Rather than returning to Jambi from the forest trek, visitors spend the night in Bangko to make the journey next morning up the steep winding road to Kerinci. This road follows the rim of the deep canyon formed by the Merangin River, whose wellspring is Lake Kerinci. En route a detour may be made to the Tiangko Panjang Cave, one of only a few sites in Sumatra with remnants of stoneage hunters and gatherers. It is a fascinating fact that the more than 10.000 year old remains of stone-age food excavated in the cave are identical to those left behind by the Rimba in their camps, some of which are found nearby.Once in the Kerinci valley, the drive continues north to the Kayu Aro plateau at about 1500 meters above sea level where the massive volcanic cone of Mount Kerinci rises to a height of 3800 meters. This is the highest summit not only in Sumatra but also in all of Indonesia outside Papua. For those who are fit, this is an opportunity to ascend Mount Kerinci. To do so, the group checks into a homestay to rest until nearly midnight. The ascent, which takes about 5-6 hours at an easy pace, is done at night by torchlight in order to meet the sunrise at high altitude and enjoy the amazing early morning view. This is an option that adds a day to the program, or alternatively reduces a day spent on Sikuai Island at the end of the journey.

The standard program offers an excellent and less strenuous alternative, a trek through the mountain forest to the large lake that fills the Mount Tujuh crater at about 2000 meters a.s.l.. Both Mount Kerinci and Mount Tujuh are part of the Kerinci-Seblat National Park, one of the largest conservation areas in Indonesia.

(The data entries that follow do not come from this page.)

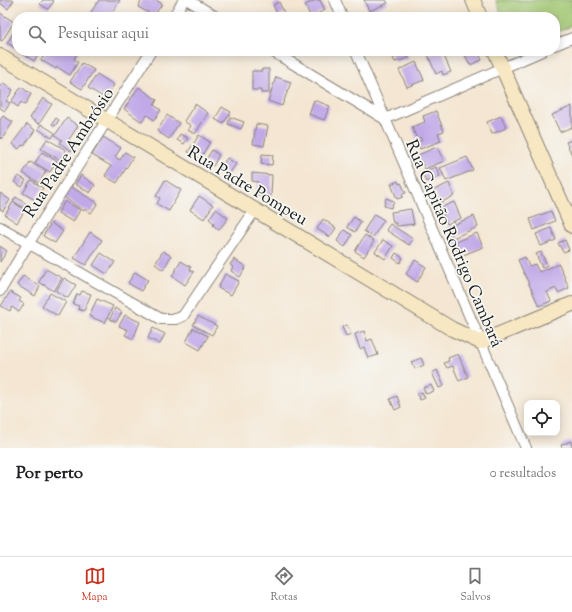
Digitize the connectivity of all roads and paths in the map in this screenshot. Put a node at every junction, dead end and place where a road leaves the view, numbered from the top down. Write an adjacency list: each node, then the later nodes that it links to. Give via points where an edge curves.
1 (184, 0): 5 (street)
2 (188, 0): 6 (street)
3 (335, 0): 7 (street)
4 (473, 0): 8 (street)
5 (176, 12)
6 (208, 12)
7 (340, 12)
8 (478, 12)
9 (572, 38): 10 (street)
10 (560, 43)
11 (0, 56): 19 (street, Rua Padre Pompeu)
12 (148, 56): 19 (street, Rua Padre Ambrósio)
13 (280, 56): 18 (street)
14 (358, 56): 18 (street, Rua Capitão Rodrigo Cambará)
15 (497, 56): 17 (street)
16 (531, 56): 17 (street)
17 (503, 69): 18 (street); 21 (street)
18 (385, 119): 26 (street, Rua Capitão Rodrigo Cambará)
19 (107, 121): 20 (street, Rua Padre Pompeu); 23 (street, Rua Padre Ambrósio)
20 (255, 210): 23 (street, via 183,316 176,319 161,319); 26 (street, Rua Padre Pompeu, via 452,329)
21 (572, 226)
22 (0, 227): 23 (street)
23 (28, 244): 24 (street, Rua Padre Ambrósio)
24 (0, 291)
25 (572, 304): 26 (street)
26 (480, 342): 27 (street, Rua Capitão Rodrigo Cambará)
27 (526, 448)

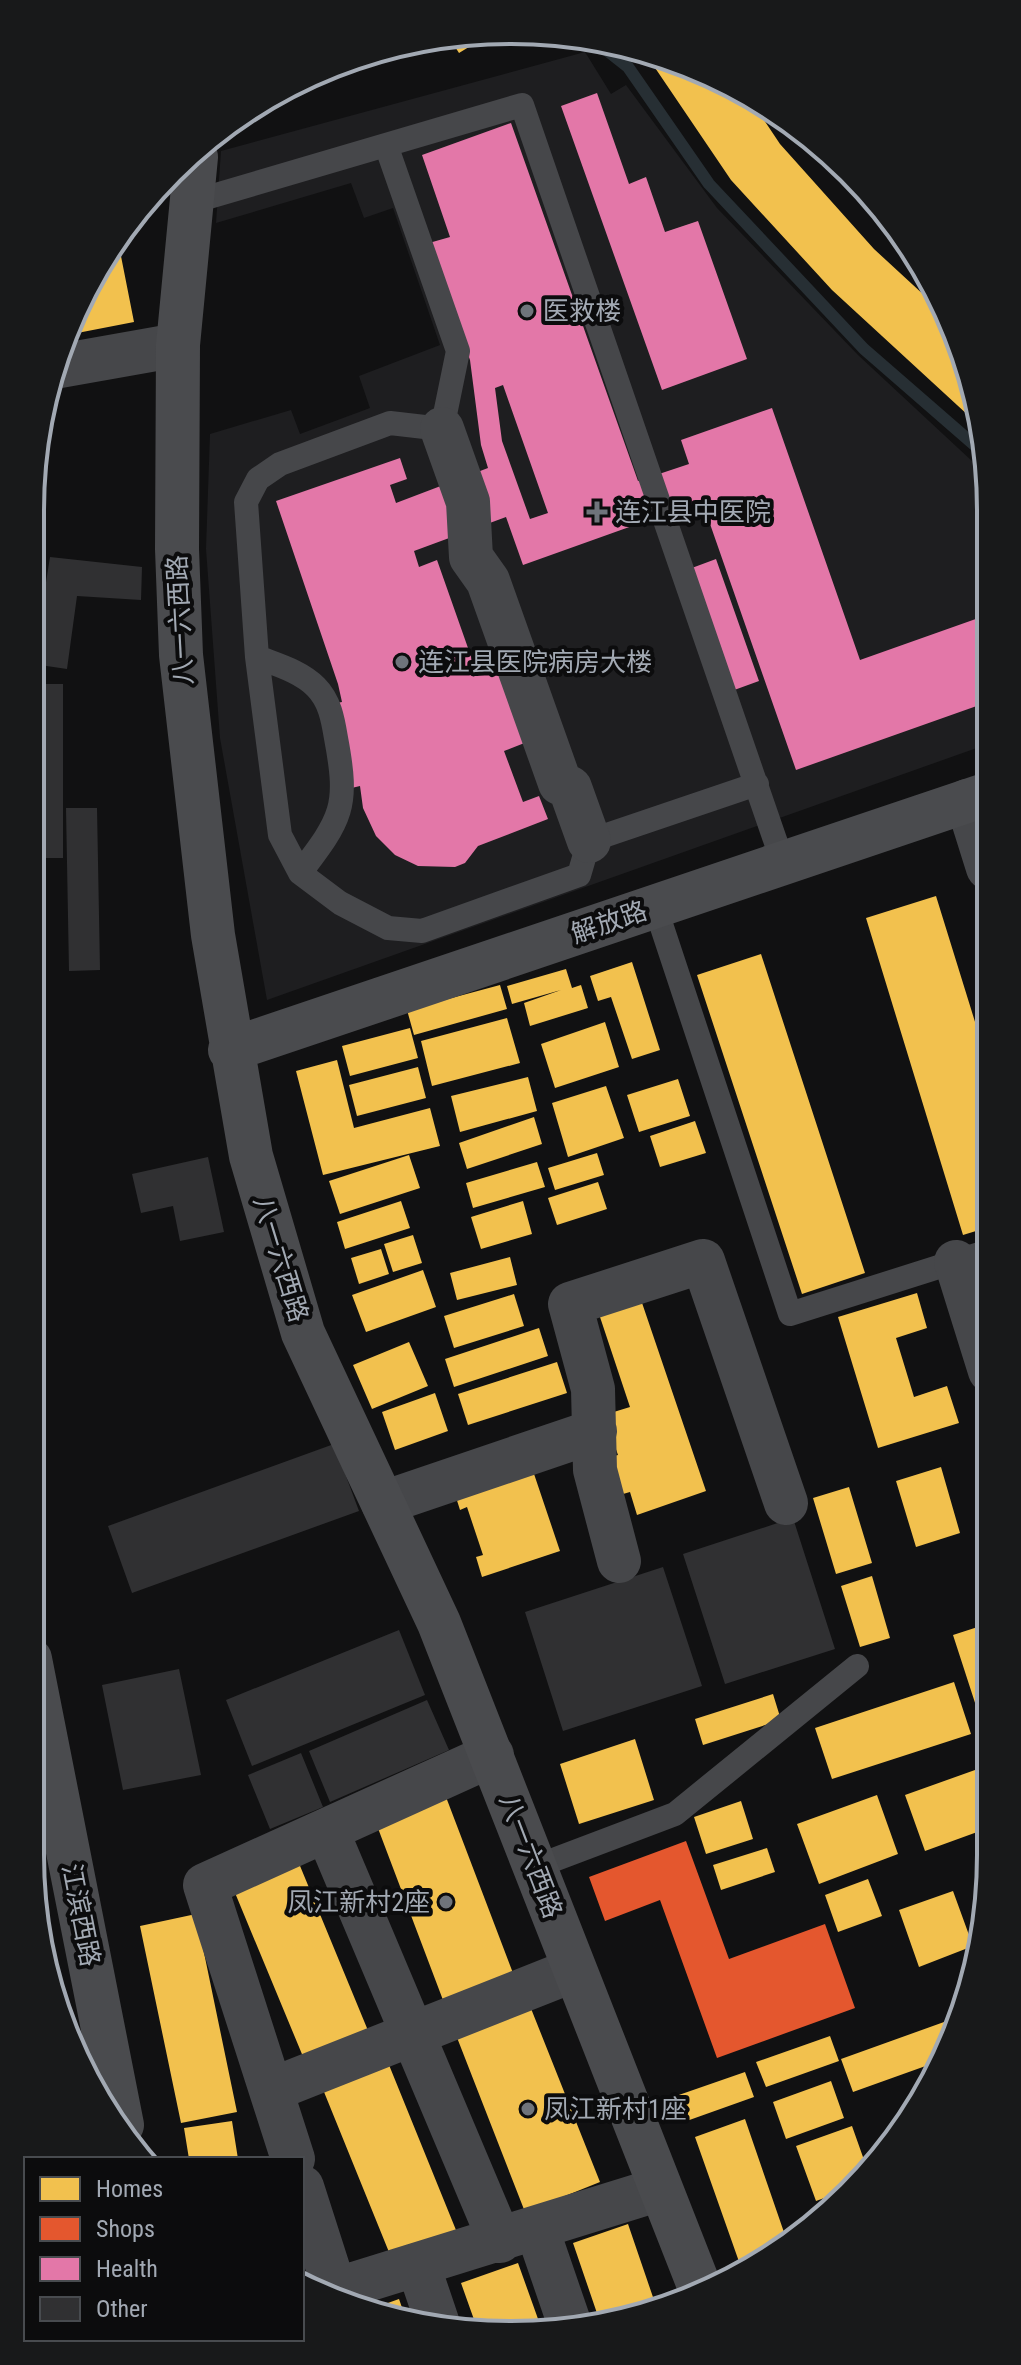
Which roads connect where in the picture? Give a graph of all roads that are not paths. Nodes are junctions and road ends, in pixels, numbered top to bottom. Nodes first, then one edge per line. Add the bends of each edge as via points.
1 (386, 145) junction
2 (195, 168) edge
3 (192, 202) junction
4 (178, 345) junction
5 (68, 365) edge
6 (442, 429) junction
7 (257, 657) junction
8 (757, 784) junction
9 (977, 797) edge
10 (583, 843) junction
11 (783, 863) junction
12 (300, 873) junction
13 (655, 906) junction
14 (230, 1050) junction
15 (972, 1257) edge
16 (977, 1289) edge
17 (595, 1431) junction
18 (383, 1503) junction
19 (786, 1503) dead end
20 (619, 1561) dead end
21 (857, 1666) dead end
22 (44, 1730) edge
23 (492, 1755) junction
24 (327, 1831) junction
25 (535, 1867) junction
26 (574, 1970) junction
27 (413, 2036) junction
28 (271, 2090) junction
29 (118, 2107) edge
30 (292, 2157) edge
31 (660, 2189) junction
32 (304, 2194) edge
33 (518, 2235) junction
34 (418, 2265) junction
35 (697, 2281) edge
36 (329, 2284) edge
37 (340, 2288) edge
38 (435, 2315) edge
39 (564, 2318) edge

1 - 3 lane
1 - 6 lane via 458,351
1 - 8 lane via 522,105
2 - 3 street, 八一六西路
3 - 4 street, 八一六西路
4 - 5 street
4 - 14 street, 八一六西路 via 181,655 196,812
6 - 7 lane via 390,423 280,464 258,479 246,502
6 - 10 street via 468,502 471,557 488,581 560,783 570,788
7 - 12 lane via 280,835
7 - 12 lane via 299,674 318,689 331,710 345,785 341,810
8 - 10 lane
8 - 11 lane
9 - 11 street, 解放路
10 - 12 lane via 579,875 422,931 388,928 340,903
11 - 13 street, 解放路
13 - 14 street, 解放路
13 - 15 lane via 790,1314
14 - 18 street, 八一六西路 via 265,1213 303,1333
15 - 16 street
17 - 18 street
17 - 19 street via 593,1389 570,1304 703,1261
17 - 20 street via 595,1470
18 - 23 street, 八一六西路
21 - 25 lane via 675,1814
22 - 29 street, 江滨西路
23 - 24 street
23 - 25 street, 八一六西路
24 - 27 street
24 - 28 street via 205,1885
25 - 26 street, 八一六西路
26 - 27 street
26 - 31 street, 八一六西路
27 - 28 street
27 - 33 street
28 - 30 street
31 - 33 street
31 - 35 street, 八一六西路
32 - 36 street
33 - 34 street
33 - 39 street
34 - 37 street
34 - 38 street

Trekking to Lake Tujuh is accomplished after arrival from Bangko in the afternoon. (Group members awaiting the return, the following afternoon, of others who have gone up Mount Kerinci may do the Lake Tujuh trek in the morning.) The night is spent in a hotel in Sungai Penuh, a busy market town, which is also the capital of Kerinci district.The tour through the Kerinci highlands is spectacular and interesting enough even without the walk to the top of Mount Kerinci or to Lake Gunung Tujuh. The Kerinci valley itself strikingly widens into a flat pan with wet-rice fields, rimmed by a wall of steep mountains. The valley is home to a distinctive culture which is based, like that of the neighbouring Minangkabau, on lines of descent and inheritance passing through females.

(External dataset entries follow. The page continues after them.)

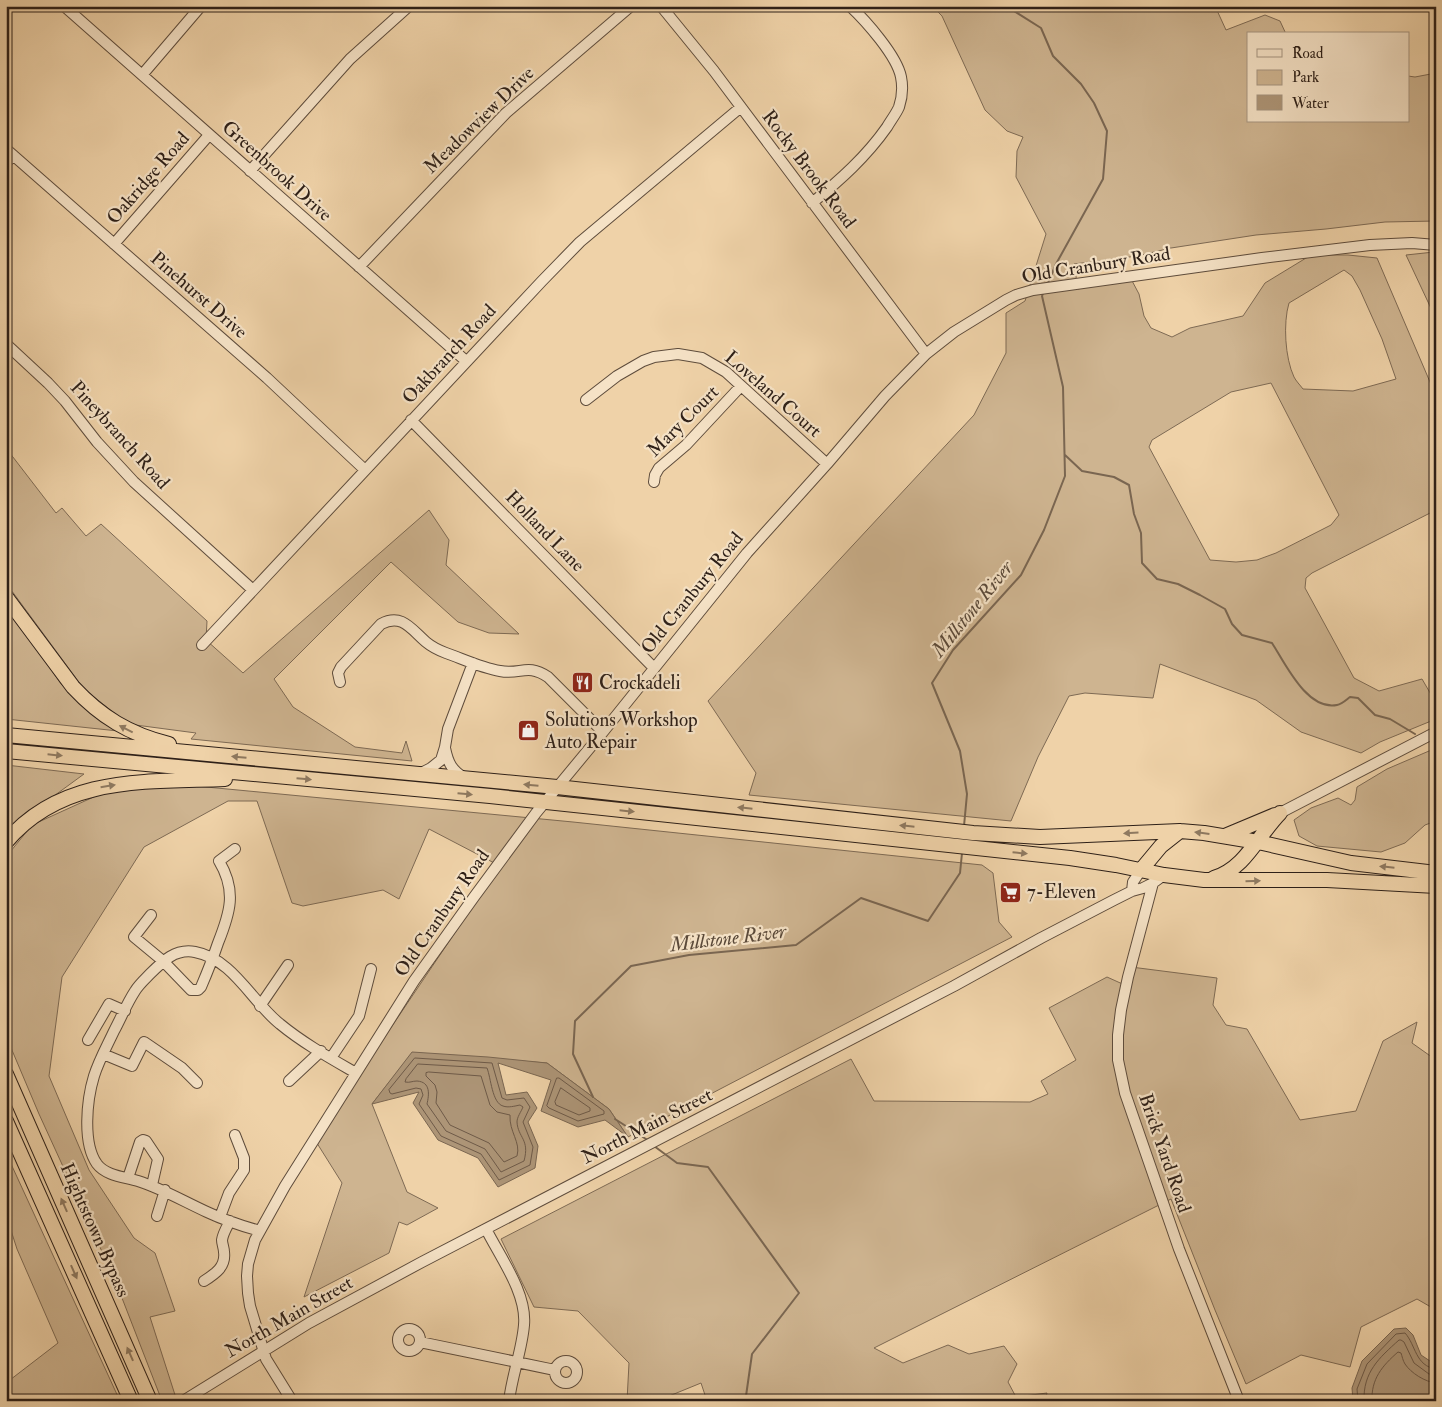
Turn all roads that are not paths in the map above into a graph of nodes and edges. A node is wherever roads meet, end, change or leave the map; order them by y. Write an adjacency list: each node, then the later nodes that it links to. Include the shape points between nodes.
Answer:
1 (64, 6): 7 (street, Greenbrook Drive)
2 (201, 6): 7 (street)
3 (409, 6): 11 (street, via 350,59)
4 (631, 6): 15 (street, Meadowview Drive, via 506,113)
5 (661, 6): 8 (street, Rocky Brook Road)
6 (850, 6): 12 (street, via 894,59 901,76 902,95 895,115 869,150)
7 (142, 75): 9 (street, Greenbrook Drive)
8 (741, 107): 12 (street, Rocky Brook Road); 18 (street, Oakbranch Road, via 580,242)
9 (209, 135): 11 (street, Greenbrook Drive); 13 (street, Oakridge Road)
10 (9, 156): 13 (street, Pinehurst Drive)
11 (250, 171): 15 (street, Greenbrook Drive)
12 (812, 203): 17 (street, Rocky Brook Road)
13 (114, 244): 23 (street, Pinehurst Drive, via 267,378)
14 (1436, 245): 17 (street, Old Cranbury Road, via 1370,245 1033,290 1016,295 970,321)
15 (359, 267): 18 (street, Greenbrook Drive)
16 (6, 344): 25 (street, Pineybranch Road, via 48,383 134,482)
17 (926, 354): 22 (street, Old Cranbury Road)
18 (466, 361): 21 (street, Oakbranch Road)
19 (742, 386): 20 (street, Loveland Court, via 702,358 678,354 643,360); 22 (street, Loveland Court); 24 (street, Mary Court, via 686,445 659,468)
20 (586, 400)
21 (411, 420): 23 (street, Oakbranch Road); 29 (street, Holland Lane)
22 (827, 464): 29 (street, Old Cranbury Road, via 747,553)
23 (365, 470): 25 (street, Oakbranch Road)
24 (654, 482)
25 (252, 590): 27 (street, Oakbranch Road)
26 (6, 597): 36 (highway, one-way to 26, via 136,734 97,711 73,687)
27 (202, 645)
28 (473, 662): 30 (street, via 434,648 404,622 392,620 381,624 341,667 338,673); 31 (street, via 502,672 533,669 541,672); 34 (street, via 448,729)
29 (654, 668): 31 (street, Old Cranbury Road)
30 (340, 682)
31 (603, 732): 40 (street, Old Cranbury Road)
32 (1436, 732): 42 (street)
33 (6, 735): 36 (highway)
34 (445, 747): 37 (street, via 441,760); 39 (street, via 450,766)
35 (6, 751): 38 (highway, one-way to 38)
36 (206, 754): 37 (highway, one-way to 36)
37 (419, 774): 39 (highway)
38 (284, 777): 41 (highway, one-way to 41); 45 (highway, one-way to 38, via 24,822 50,805 98,787)
39 (468, 779): 40 (highway, one-way to 39)
40 (557, 787): 41 (street, Old Cranbury Road); 43 (highway, one-way to 40, via 1040,837 973,833)
41 (544, 802): 51 (highway, one-way to 51, via 1078,859); 69 (street, Old Cranbury Road, via 414,981)
42 (1275, 818): 44 (highway); 46 (highway); 47 (highway, via 1272,834)
43 (1180, 831): 44 (highway, one-way to 43); 49 (highway)
44 (1229, 837): 46 (highway); 50 (highway, via 1240,848)
45 (6, 842)
46 (1258, 842): 47 (highway); 50 (highway)
47 (1284, 848): 52 (highway, one-way to 47, via 1351,863)
48 (235, 849): 59 (street, via 219,861 229,884 230,907)
49 (1153, 854): 51 (highway); 53 (highway)
50 (1235, 868): 54 (highway, via 1217,878)
51 (1141, 870): 53 (highway); 56 (street, via 1133,882)
52 (1436, 873)
53 (1159, 879): 54 (highway); 56 (street, North Main Street); 57 (street, Brick Yard Road)
54 (1204, 880): 55 (highway, one-way to 55, via 1327,880)
55 (1436, 886)
56 (1132, 891): 57 (street); 82 (street, North Main Street)
57 (1147, 908): 94 (street, Brick Yard Road, via 1121,1010 1118,1060 1126,1093 1176,1240)
58 (151, 916): 60 (street, via 134,937)
59 (213, 959): 60 (street, via 184,952); 60 (street, via 201,987 194,990); 63 (street, via 239,980)
60 (163, 961): 64 (street, via 135,990)
61 (288, 965): 63 (street)
62 (371, 969): 68 (street, via 358,1016)
63 (260, 1006): 66 (street, via 285,1028)
64 (125, 1011): 65 (street, via 108,1004); 67 (street)
65 (88, 1040)
66 (321, 1051): 68 (street); 71 (street)
67 (103, 1054): 72 (street, via 132,1066 144,1042); 77 (street, via 91,1088 87,1136 98,1165 109,1173)
68 (331, 1058): 69 (street)
69 (356, 1073): 83 (street, Old Cranbury Road, via 284,1186)
70 (6, 1074): 89 (highway, Hightstown Bypass, one-way to 70)
71 (289, 1081)
72 (197, 1082)
73 (6, 1121): 76 (highway, Hightstown Bypass)
74 (6, 1128): 76 (highway)
75 (235, 1136): 81 (street, via 244,1158 244,1170 230,1192)
76 (25, 1163): 90 (highway, Hightstown Bypass, one-way to 90)
77 (128, 1178): 78 (street); 78 (street, via 140,1142 146,1141 158,1159)
78 (152, 1185): 79 (street)
79 (165, 1190): 80 (street); 81 (street)
80 (157, 1216)
81 (225, 1219): 83 (street); 84 (street, via 222,1266)
82 (486, 1229): 86 (street, North Main Street); 87 (street, via 523,1302 524,1325)
83 (260, 1231): 86 (street, Old Cranbury Road, via 247,1276 250,1306)
84 (204, 1281)
85 (420, 1342): 87 (street)
86 (263, 1352): 91 (street, North Main Street); 92 (street, Old Cranbury Road)
87 (517, 1362): 88 (street); 93 (street)
88 (555, 1370)
89 (150, 1399)
90 (131, 1401)
91 (183, 1401)
92 (292, 1401)
93 (509, 1401)
94 (1239, 1401)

A magnificent view of the valley and the mountains surrounding it can be had in the morning when leaving for the coast along the road that climbs to the top of the western rim. From there the road descends spectacularly through the pristine rain forests of the Kerinci-Seblat National Park. The route north then follows the seaward edge of the narrow coastal plain to the hilly headlands where Sikuai Island is located. The trip ends, like the one from Pekanbaru via Bukittinggi, with a couple of dayís relaxation at the beach resort on that island, before the return to Jakarta is made via Padang airport.